Ловко морду свою змеиную к решетке придвинул Змей Горыныч и языком длинным бордовым Ивана Васильевича пощекотал, измазав того слюной липкой.
– Сладкий какой, – с тоской любовной вздохнул пациент и оскалился в улыбке, – ну, здравствуй, красавчик. Ты женат? Или в поиске свободных и… запретных отношений?
Ничего не ответил Змею Горынычу боярский сын, ведь ушел, чтобы кафтан сменить, а профессор Баюн тем временем подозреваемого изучал взглядом прищуренным и вопросы разные задавал:
– Я так полагаю, что имею честь с Царем Огненным общаться?
– Так и есть, так и есть, котик мягкий животик.
– Насколько мне известно из вашей берестяной лекарской карты пациента, ваш прадед, дед и отец тоже страдали множественным расстройством личности, ведь это наследственная психическая болезнь, но никто из них никогда не был замечен в любви свободной и запретной к красным молодцам. Как вы это объясните?
Царь Огненный понуро потупился и вздыбил на спине пластины кремниевые, облако огненное из пасти испустив.
– Я тебе, котик миленький, так и быть расскажу по секрету. Ты зверюшка не болтливая, поэтому меня, порченого, не выдашь – прокляла меня Баба Яга. Наслала из мести порчу любовную, чтобы я не красных девиц любил, а молодцев, а особенно… Кощеюшку Бессмертного.
Профессор Баюн ничем не выдал своего удивления, даже глазом не моргнул и усом белым не повел.
– Именно поэтому вы убили Бабу Ягу? – с хитрым прищуром спросил он.
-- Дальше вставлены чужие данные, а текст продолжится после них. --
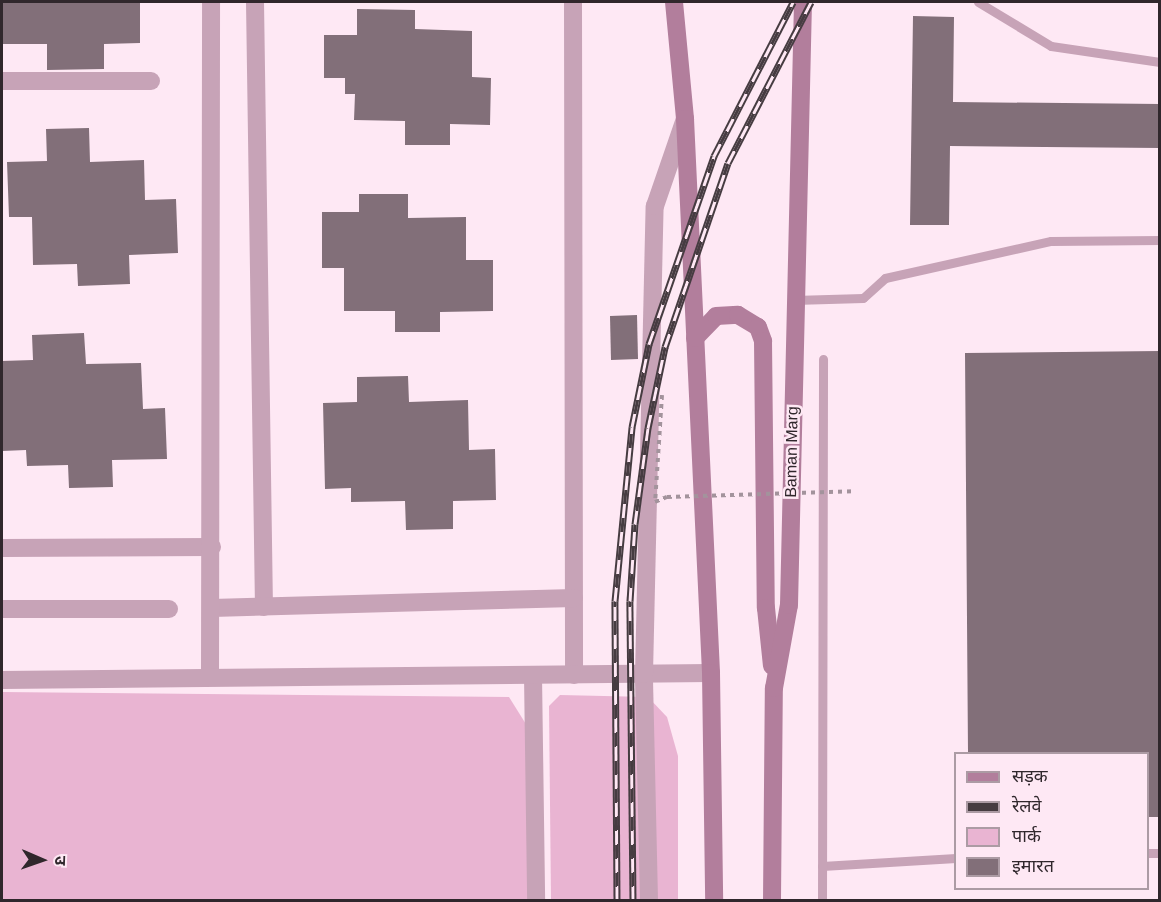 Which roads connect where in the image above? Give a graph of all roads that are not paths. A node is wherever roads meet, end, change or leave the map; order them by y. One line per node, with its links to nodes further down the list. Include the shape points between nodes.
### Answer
1 (211, 2): 15 (street)
2 (255, 2): 18 (street)
3 (573, 2): 17 (street)
4 (674, 2): 10 (main road)
5 (803, 2): 12 (main road, Baman Marg)
6 (978, 2): 7 (lane, via 1052,46)
7 (1160, 62)
8 (2, 81): 9 (street)
9 (151, 81)
10 (685, 119): 13 (main road); 23 (street, via 655,206)
11 (1160, 240): 12 (lane, via 1051,241 885,278 863,298)
12 (794, 300): 28 (main road, Baman Marg, via 789,605)
13 (695, 338): 22 (main road); 28 (main road, via 716,316 738,315 758,327 763,341 766,608)
14 (823, 359): 30 (lane)
15 (212, 547): 16 (street); 19 (street)
16 (2, 548)
17 (574, 598): 18 (street); 25 (street)
18 (264, 607): 19 (street)
19 (212, 608): 26 (street)
20 (2, 609): 21 (street)
21 (169, 609)
22 (711, 673): 23 (street); 33 (main road)
23 (644, 674): 25 (street); 32 (street)
24 (532, 675): 25 (street); 26 (street); 31 (street)
25 (574, 675)
26 (210, 676): 27 (street)
27 (2, 680)
28 (774, 688): 34 (main road, Baman Marg)
29 (954, 858): 30 (lane)
30 (822, 866): 35 (lane)
31 (536, 900)
32 (649, 900)
33 (714, 900)
34 (772, 900)
35 (822, 900)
– Что ты, котик розовый ротик, я и пальцем ее не тронул – так поругался с ней маленько несколько дней назад, когда из тюрьмы в последний раз сбежал, да все без толку – отказалась снимать с меня любовную порчу ведьма старая. Если умрет она, то и колдовство ее никто снять не сможет, поэтому берегу я ее, как зеница око. Даже страховку ее здоровья и жизни оформил, всю казну золотую заложил.
– Тогда искренне соболезную вам, потому что Баба Яга умерла. И Кощей Бессмертный тоже, – хладнокровно сообщил Царю Огненному профессор Баюн и еле успел отскочить в сторону, иначе в головешку угольную превратился бы, ведь взвыл от отчаяния Сива Силович, полымя из ноздрей и дым из ушей испуская, и крушить свою темницу начал, а когда успокоился, Змей Горыныч обратно вернулся и извинился перед котом ученым.
– Вот снова это произошло. Потерял сознание, очнулся, сажа. Что на этот раз головы мои натворили? – сокрушался пациент, качая длинным шипастым хвостом.
– Расследованию моему помогли. Благодарю вас и все ваши субличности. Желаю наискорейшего вам превращения в трехголового змея, – сказал профессор Баюн и, махнув черным хвостом, исчез, словно дым.